* _EXERCISE DATA_:
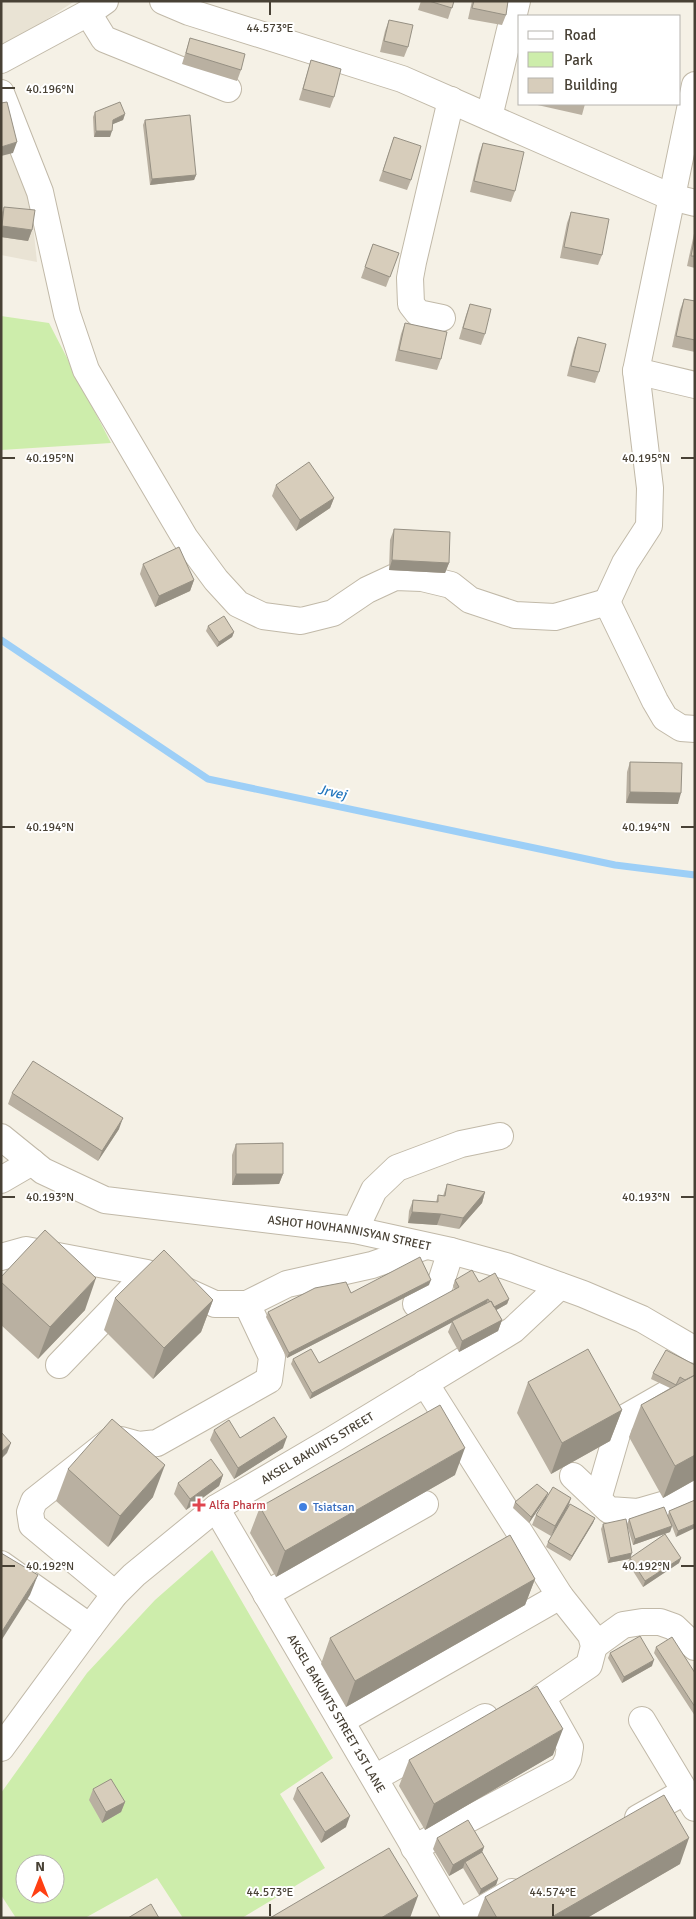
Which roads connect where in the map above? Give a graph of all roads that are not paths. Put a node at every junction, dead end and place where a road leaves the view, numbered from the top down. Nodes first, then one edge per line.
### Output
1 (163, 1) edge
2 (517, 1) edge
3 (97, 7) edge
4 (2, 59) edge
5 (695, 85) edge
6 (228, 89) dead end
7 (1, 93) edge
8 (451, 100) junction
9 (489, 117) junction
10 (683, 200) edge
11 (442, 318) dead end
12 (636, 371) junction
13 (695, 385) edge
14 (607, 602) junction
15 (695, 729) edge
16 (500, 1136) dead end
17 (1, 1137) edge
18 (32, 1162) junction
19 (1, 1180) edge
20 (355, 1230) junction
21 (426, 1246) junction
22 (451, 1251) junction
23 (1, 1257) edge
24 (147, 1273) junction
25 (560, 1286) junction
26 (248, 1304) junction
27 (416, 1304) dead end
28 (695, 1350) edge
29 (59, 1365) dead end
30 (424, 1384) junction
31 (695, 1404) edge
32 (573, 1476) dead end
33 (695, 1491) edge
34 (598, 1499) junction
35 (425, 1504) dead end
36 (216, 1508) junction
37 (1, 1564) edge
38 (115, 1594) junction
39 (266, 1594) junction
40 (560, 1596) junction
41 (684, 1623) edge
42 (90, 1626) junction
43 (594, 1646) junction
44 (695, 1647) edge
45 (542, 1697) junction
46 (642, 1720) dead end
47 (341, 1722) junction
48 (1, 1748) edge
49 (387, 1771) dead end
50 (689, 1800) edge
51 (617, 1830) edge
52 (414, 1848) junction
53 (534, 1879) edge
54 (453, 1916) edge

1 - 8 street
2 - 9 street
3 - 4 street
3 - 6 street
5 - 10 street
7 - 14 street
8 - 9 street
8 - 11 street
9 - 10 street
10 - 12 street
12 - 13 street
12 - 14 street
14 - 15 street
16 - 20 street
17 - 18 street, ASHOT HOVHANNISYAN STREET
18 - 19 street
18 - 20 street, ASHOT HOVHANNISYAN STREET
20 - 21 street, ASHOT HOVHANNISYAN STREET
21 - 22 street, ASHOT HOVHANNISYAN STREET
21 - 26 street
22 - 25 street, ASHOT HOVHANNISYAN STREET
22 - 27 street
23 - 24 street
24 - 26 street
24 - 29 street
25 - 28 street, ASHOT HOVHANNISYAN STREET
25 - 30 street, AKSEL BAKUNTS STREET
26 - 38 street
30 - 36 street, AKSEL BAKUNTS STREET
30 - 40 street
31 - 34 street
32 - 34 street
33 - 34 street
35 - 39 street
36 - 38 street, AKSEL BAKUNTS STREET
36 - 39 street, AKSEL BAKUNTS STREET 1ST LANE
37 - 42 street
38 - 42 street, AKSEL BAKUNTS STREET
39 - 47 street, AKSEL BAKUNTS STREET 1ST LANE
40 - 43 street
40 - 47 street
41 - 43 street
41 - 44 street
42 - 48 street, AKSEL BAKUNTS STREET
43 - 45 street
45 - 49 street
45 - 52 street
46 - 50 street
47 - 52 street, AKSEL BAKUNTS STREET 1ST LANE
50 - 51 street
52 - 54 street, AKSEL BAKUNTS STREET 1ST LANE
53 - 54 street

* _WORK ITEM_: Once you have counted the lines above containing the word "BAKUNTS", state that number and nothing more.

* _RESPONSE TO THIS TASK_: 9